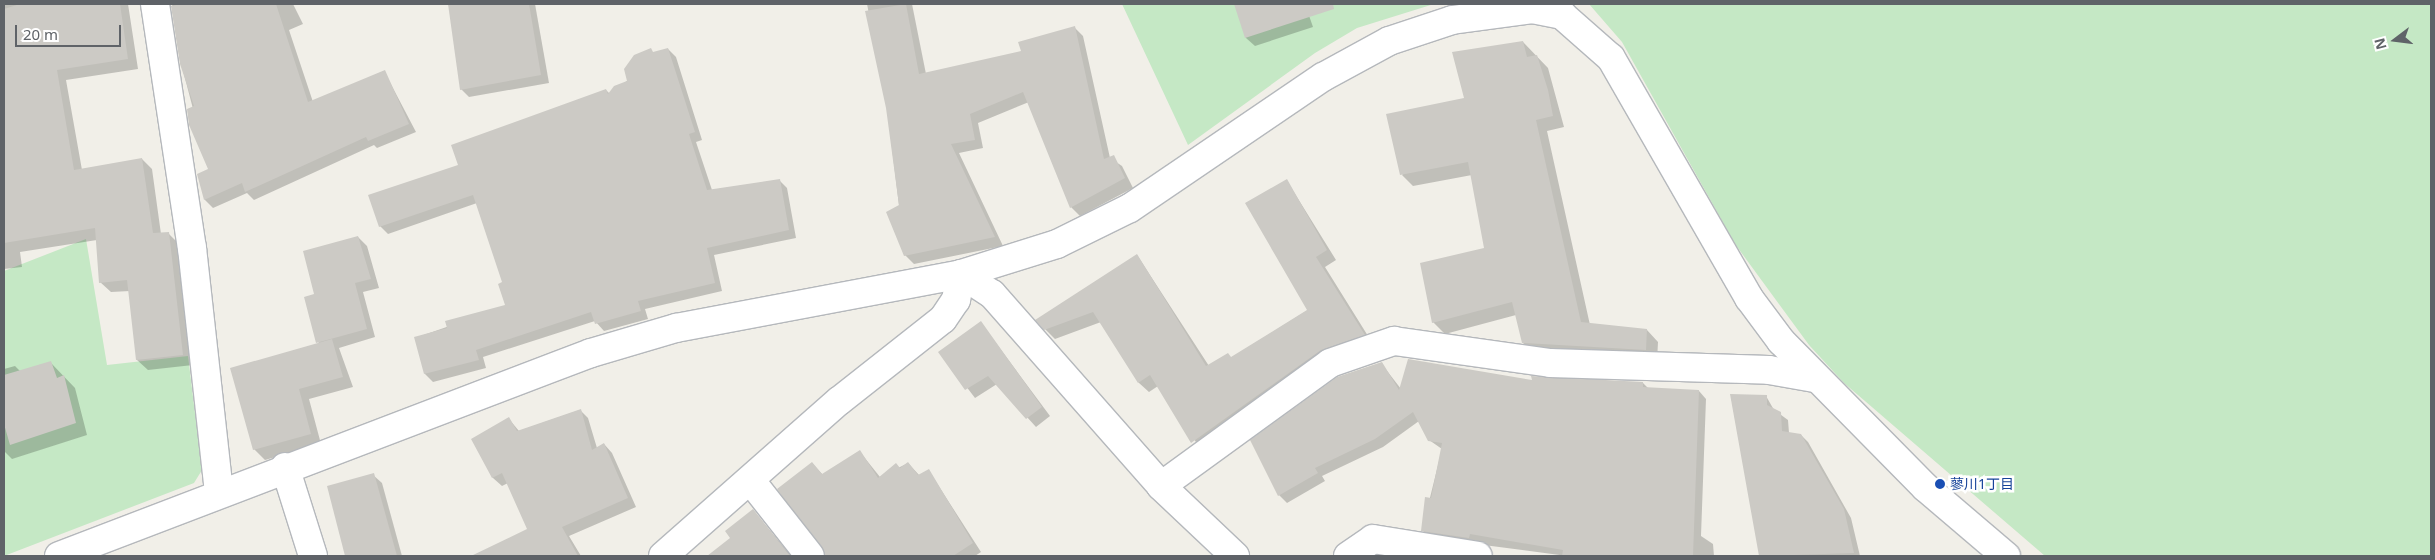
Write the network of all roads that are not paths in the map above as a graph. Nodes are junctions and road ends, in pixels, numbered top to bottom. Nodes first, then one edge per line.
1 (155, 4) edge
2 (1561, 9) edge
3 (961, 274) junction
4 (1814, 378) junction
5 (285, 467) junction
6 (751, 481) junction
7 (1161, 486) junction
8 (219, 492) junction
9 (59, 556) edge
10 (313, 556) edge
11 (663, 556) edge
12 (810, 556) edge
13 (1235, 556) edge
14 (1348, 556) edge
15 (1478, 556) edge
16 (2006, 556) edge

1 - 8 street
2 - 3 street
2 - 4 street
3 - 5 street
3 - 6 street
3 - 7 street
4 - 7 street
4 - 16 street
5 - 8 street
5 - 10 street
6 - 11 street
6 - 12 street
7 - 13 street
8 - 9 street
14 - 15 street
---+---
= Work item =
Apart from its pictures, the material above should be repeated exactly.

= Result of the task =
Write the network of all roads that are not paths in the map above as a graph. Nodes are junctions and road ends, in pixels, numbered top to bottom. Nodes first, then one edge per line.
1 (155, 4) edge
2 (1561, 9) edge
3 (961, 274) junction
4 (1814, 378) junction
5 (285, 467) junction
6 (751, 481) junction
7 (1161, 486) junction
8 (219, 492) junction
9 (59, 556) edge
10 (313, 556) edge
11 (663, 556) edge
12 (810, 556) edge
13 (1235, 556) edge
14 (1348, 556) edge
15 (1478, 556) edge
16 (2006, 556) edge

1 - 8 street
2 - 3 street
2 - 4 street
3 - 5 street
3 - 6 street
3 - 7 street
4 - 7 street
4 - 16 street
5 - 8 street
5 - 10 street
6 - 11 street
6 - 12 street
7 - 13 street
8 - 9 street
14 - 15 street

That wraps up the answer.